/---

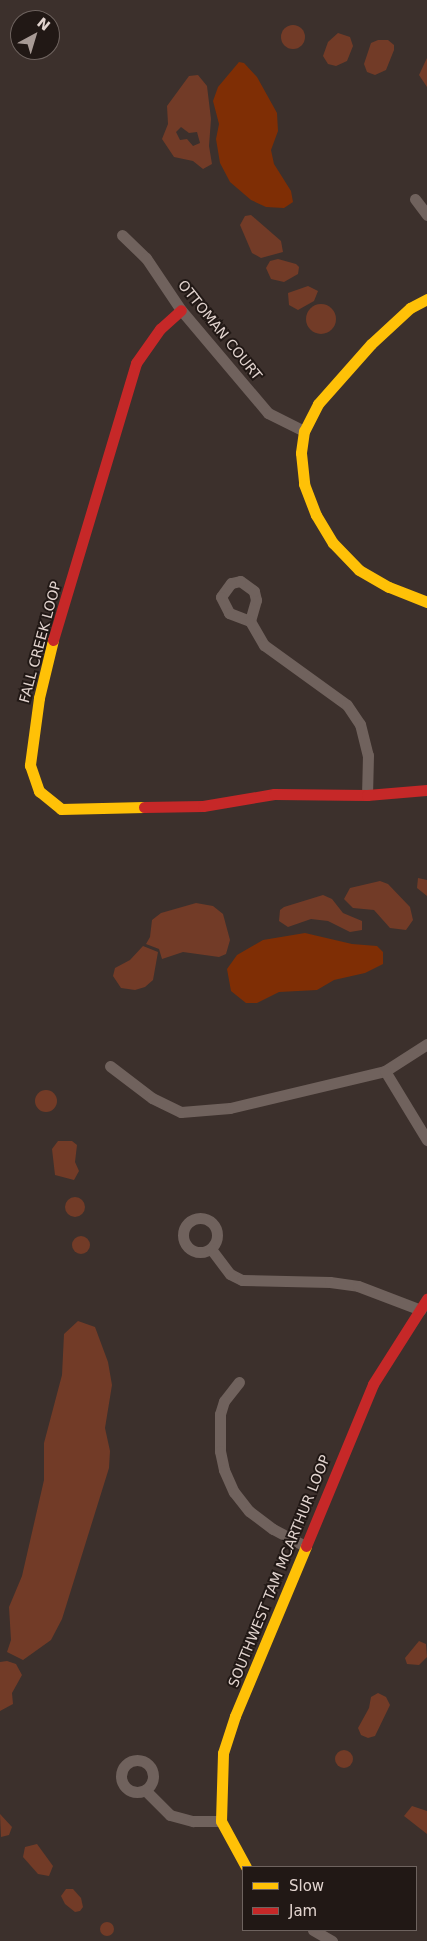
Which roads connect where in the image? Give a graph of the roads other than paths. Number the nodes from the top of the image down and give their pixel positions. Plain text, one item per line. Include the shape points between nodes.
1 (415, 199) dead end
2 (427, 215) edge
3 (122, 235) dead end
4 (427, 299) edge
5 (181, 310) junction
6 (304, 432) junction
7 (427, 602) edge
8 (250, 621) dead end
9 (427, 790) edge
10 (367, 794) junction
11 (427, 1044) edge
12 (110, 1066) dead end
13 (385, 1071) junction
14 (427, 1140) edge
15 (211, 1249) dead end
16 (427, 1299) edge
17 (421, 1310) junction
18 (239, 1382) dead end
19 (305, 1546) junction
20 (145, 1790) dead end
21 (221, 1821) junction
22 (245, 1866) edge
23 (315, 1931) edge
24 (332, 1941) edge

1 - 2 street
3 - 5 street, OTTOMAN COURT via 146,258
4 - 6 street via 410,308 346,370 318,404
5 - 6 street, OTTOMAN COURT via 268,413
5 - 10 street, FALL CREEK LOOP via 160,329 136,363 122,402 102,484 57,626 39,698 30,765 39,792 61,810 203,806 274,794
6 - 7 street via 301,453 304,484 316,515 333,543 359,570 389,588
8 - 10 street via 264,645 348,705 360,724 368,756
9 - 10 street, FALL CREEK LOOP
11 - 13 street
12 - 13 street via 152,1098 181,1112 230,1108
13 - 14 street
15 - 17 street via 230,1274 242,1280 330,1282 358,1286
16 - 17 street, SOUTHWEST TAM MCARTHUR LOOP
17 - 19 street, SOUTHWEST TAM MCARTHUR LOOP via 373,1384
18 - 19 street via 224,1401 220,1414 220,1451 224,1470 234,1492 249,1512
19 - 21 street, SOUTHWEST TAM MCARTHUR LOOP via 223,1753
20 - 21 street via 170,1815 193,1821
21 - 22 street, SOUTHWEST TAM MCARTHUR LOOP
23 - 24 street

\---

- [WHAT YOU SHOULD DO]:
Copy all the lines of data exactly as they appear, dropping any images.

- [OUTPUT]:
Which roads connect where in the image? Give a graph of the roads other than paths. Number the nodes from the top of the image down and give their pixel positions. Plain text, one item per line. Include the shape points between nodes.
1 (415, 199) dead end
2 (427, 215) edge
3 (122, 235) dead end
4 (427, 299) edge
5 (181, 310) junction
6 (304, 432) junction
7 (427, 602) edge
8 (250, 621) dead end
9 (427, 790) edge
10 (367, 794) junction
11 (427, 1044) edge
12 (110, 1066) dead end
13 (385, 1071) junction
14 (427, 1140) edge
15 (211, 1249) dead end
16 (427, 1299) edge
17 (421, 1310) junction
18 (239, 1382) dead end
19 (305, 1546) junction
20 (145, 1790) dead end
21 (221, 1821) junction
22 (245, 1866) edge
23 (315, 1931) edge
24 (332, 1941) edge

1 - 2 street
3 - 5 street, OTTOMAN COURT via 146,258
4 - 6 street via 410,308 346,370 318,404
5 - 6 street, OTTOMAN COURT via 268,413
5 - 10 street, FALL CREEK LOOP via 160,329 136,363 122,402 102,484 57,626 39,698 30,765 39,792 61,810 203,806 274,794
6 - 7 street via 301,453 304,484 316,515 333,543 359,570 389,588
8 - 10 street via 264,645 348,705 360,724 368,756
9 - 10 street, FALL CREEK LOOP
11 - 13 street
12 - 13 street via 152,1098 181,1112 230,1108
13 - 14 street
15 - 17 street via 230,1274 242,1280 330,1282 358,1286
16 - 17 street, SOUTHWEST TAM MCARTHUR LOOP
17 - 19 street, SOUTHWEST TAM MCARTHUR LOOP via 373,1384
18 - 19 street via 224,1401 220,1414 220,1451 224,1470 234,1492 249,1512
19 - 21 street, SOUTHWEST TAM MCARTHUR LOOP via 223,1753
20 - 21 street via 170,1815 193,1821
21 - 22 street, SOUTHWEST TAM MCARTHUR LOOP
23 - 24 street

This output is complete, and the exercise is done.